Nous couvrons actuellement plus de 80 % des achats de l’entreprise, mais ils progressent à proportion de notre chiffre d’affaires, d’environ 15 % par an. Nous couvrons 100 % de nos achats de production, notre marge de manœuvre se joue sur les achats indirects de classe B et C. Nous avons désormais 1 500 fournisseurs, contre 2 000 l’an dernier et, notamment pour les achats indirects, nous créons 500 nouveaux fournisseurs par an.

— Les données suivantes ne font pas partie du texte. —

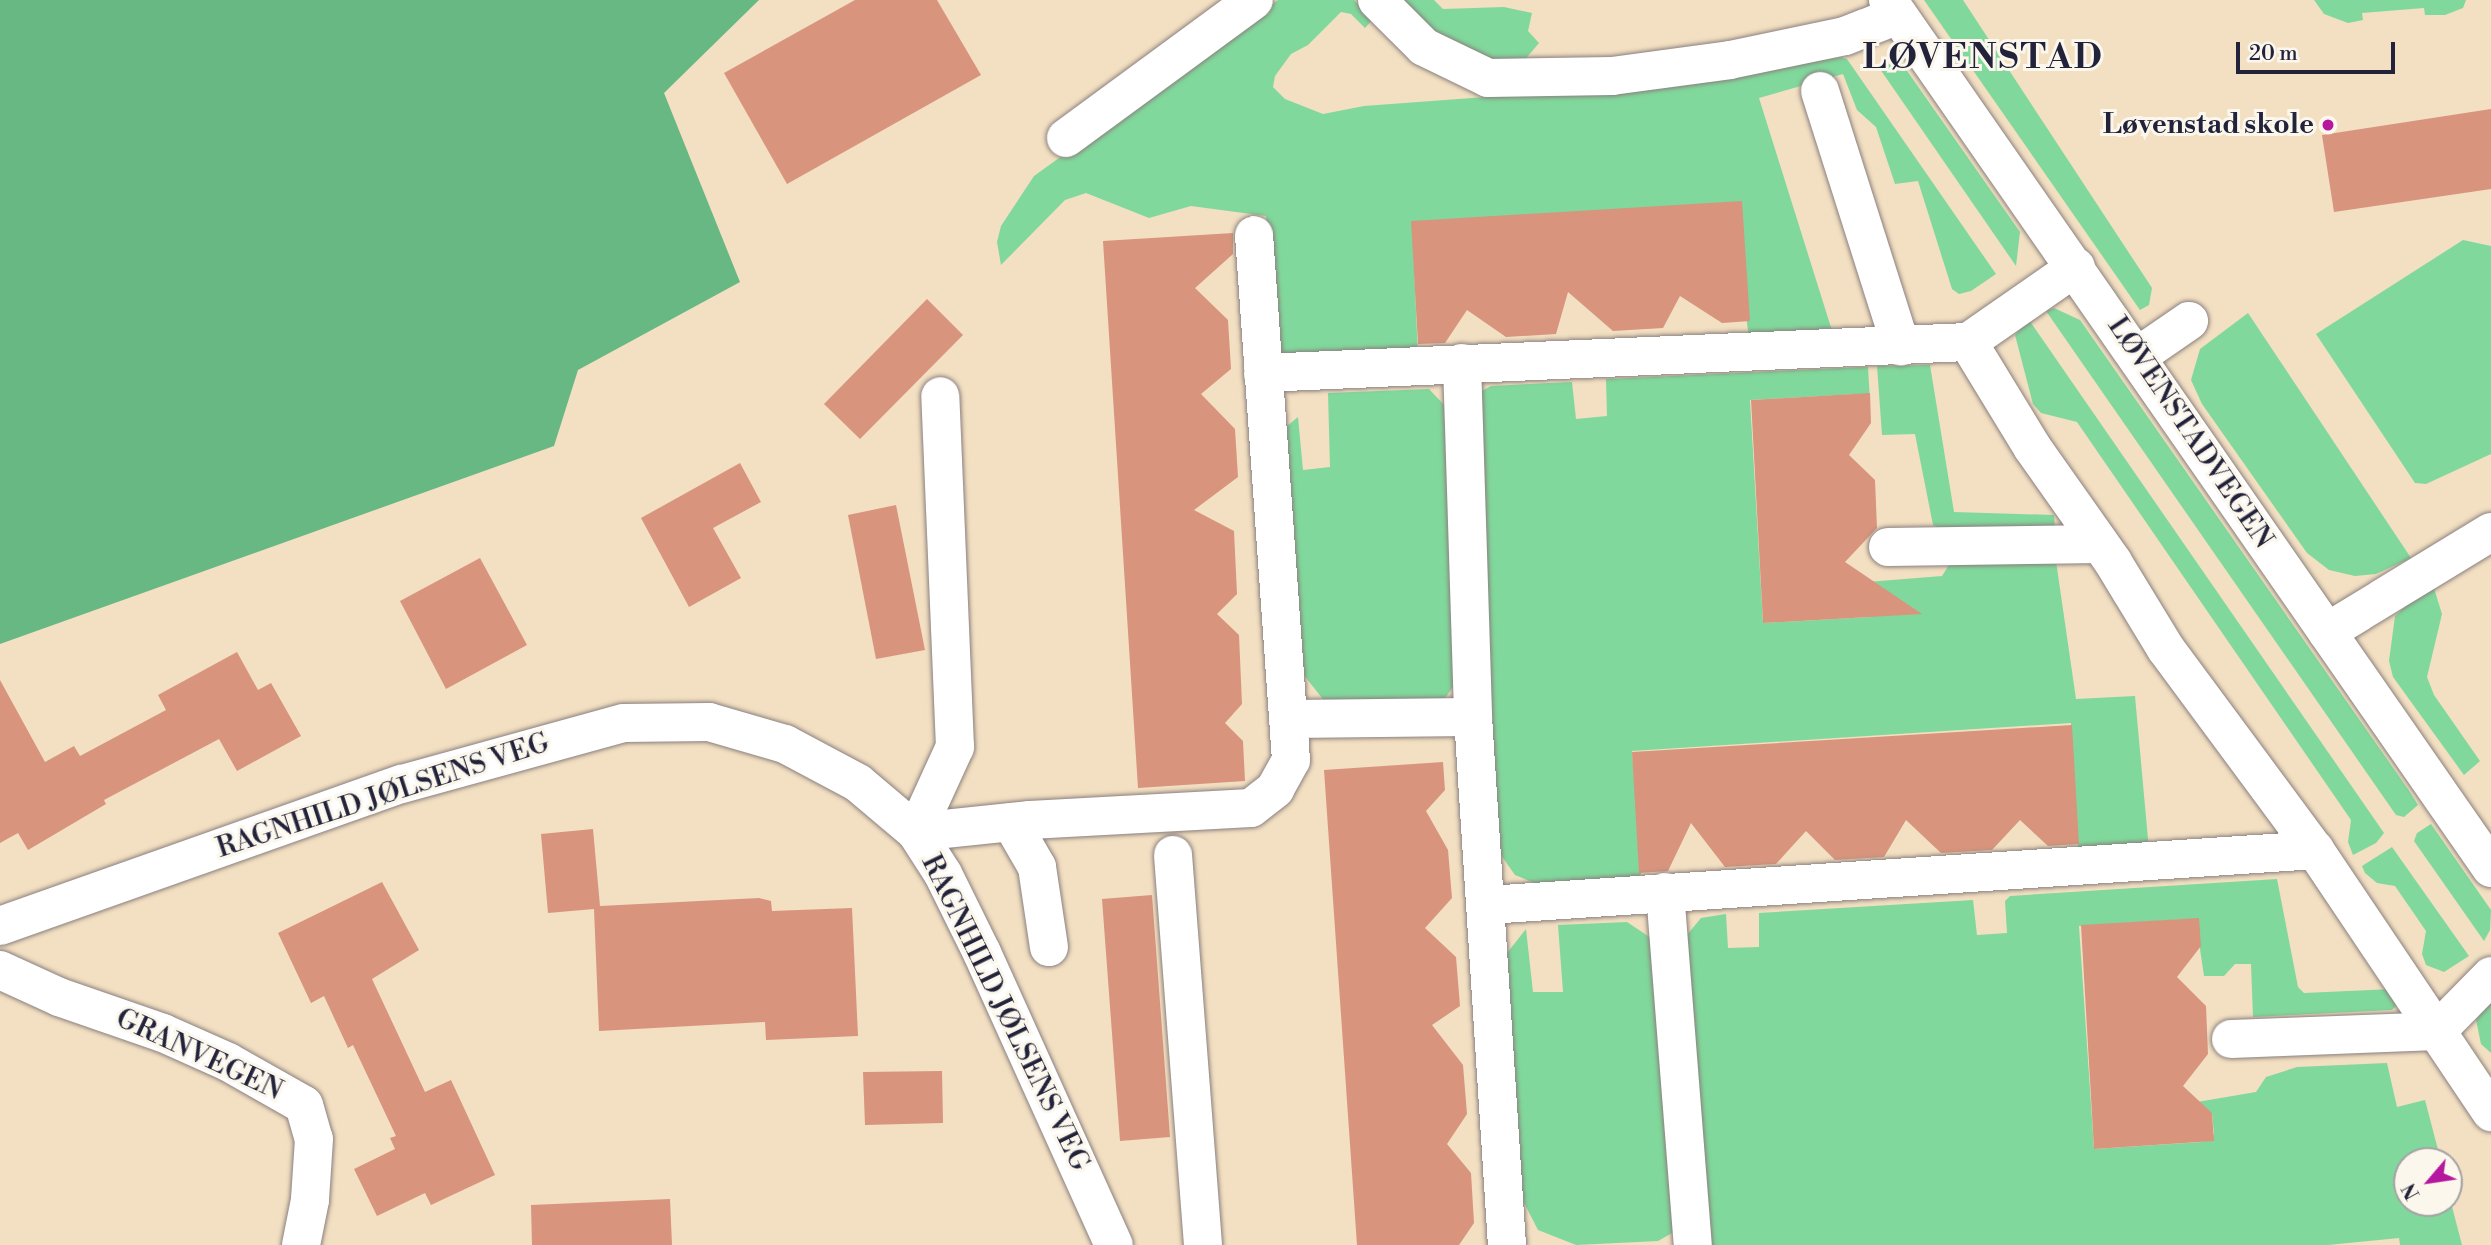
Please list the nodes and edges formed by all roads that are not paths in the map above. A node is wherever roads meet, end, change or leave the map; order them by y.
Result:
1 (1254, 0) edge
2 (1377, 0) edge
3 (1893, 8) edge
4 (1820, 92) dead end
5 (1066, 138) dead end
6 (1254, 235) dead end
7 (2076, 267) junction
8 (2189, 321) dead end
9 (1968, 342) junction
10 (1901, 346) junction
11 (2138, 356) junction
12 (1462, 363) junction
13 (1263, 373) junction
14 (940, 396) dead end
15 (2491, 532) edge
16 (2101, 544) junction
17 (1888, 547) dead end
18 (2327, 632) junction
19 (1473, 716) junction
20 (1288, 719) junction
21 (1010, 821) junction
22 (916, 832) junction
23 (2315, 850) junction
24 (1173, 855) dead end
25 (2491, 868) edge
26 (1665, 892) junction
27 (1488, 905) junction
28 (0, 926) edge
29 (1049, 947) dead end
30 (0, 970) edge
31 (2491, 976) edge
32 (2437, 1031) junction
33 (2231, 1039) dead end
34 (2491, 1112) edge
35 (301, 1245) edge
36 (1114, 1245) edge
37 (1203, 1245) edge
38 (1507, 1245) edge
39 (1693, 1245) edge

1 - 5 street
2 - 3 street
3 - 7 street, LØVENSTADVEGEN
4 - 10 street
6 - 13 street
7 - 9 street
7 - 11 street, LØVENSTADVEGEN
8 - 11 street
9 - 10 street
9 - 16 street
10 - 12 street
11 - 18 street, LØVENSTADVEGEN
12 - 13 street
12 - 19 street
13 - 20 street
14 - 22 street
15 - 18 street
16 - 17 street
16 - 23 street
18 - 25 street, LØVENSTADVEGEN
19 - 20 street
19 - 27 street
20 - 21 street
21 - 22 street
21 - 29 street
22 - 28 street, RAGNHILD JØLSENS VEG
22 - 36 street, RAGNHILD JØLSENS VEG
23 - 26 street
23 - 32 street
24 - 37 street
26 - 27 street
26 - 39 street
27 - 38 street
30 - 35 street, GRANVEGEN
31 - 32 street
32 - 33 street
32 - 34 street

Tous nos achats de production passent par SAP et tous nos achats indirects passent par Naos Store

Où en êtes-vous de la digitalisation de vos achats ?

En 2017, nous avons commencé à développer notre SI achats, que nous avons nommé Naos Store, à partir des modules d’e-procurement d’Oxalys. Nous l’avons déployé en trois lots : les usines, le siège social et les marques, puis progressivement les filiales. Aujourd’hui tous nos achats de production passent par SAP et tous nos achats indirects passent par Naos Store, de la demande d’achats au paiement fournisseur. Depuis, nous avons développé une brique fonctionnelle SRM, qui nous donne, pour chaque fournisseur, le suivi d’activité ; la notation et les contrats. Nous avons aussi rattaché E-attestation à Naos Store pour disposer de tous les documents légaux, avec la plateforme BVD, nous avons aussi la santé financière et bientôt la compliance. Avec Esker, nous avons digitalisé la facturation. Dernièrement, nous venons de signer avec Unite (ex-Mercateo) pour minimiser le nombre de fournisseurs pour tous nos achats de classe C.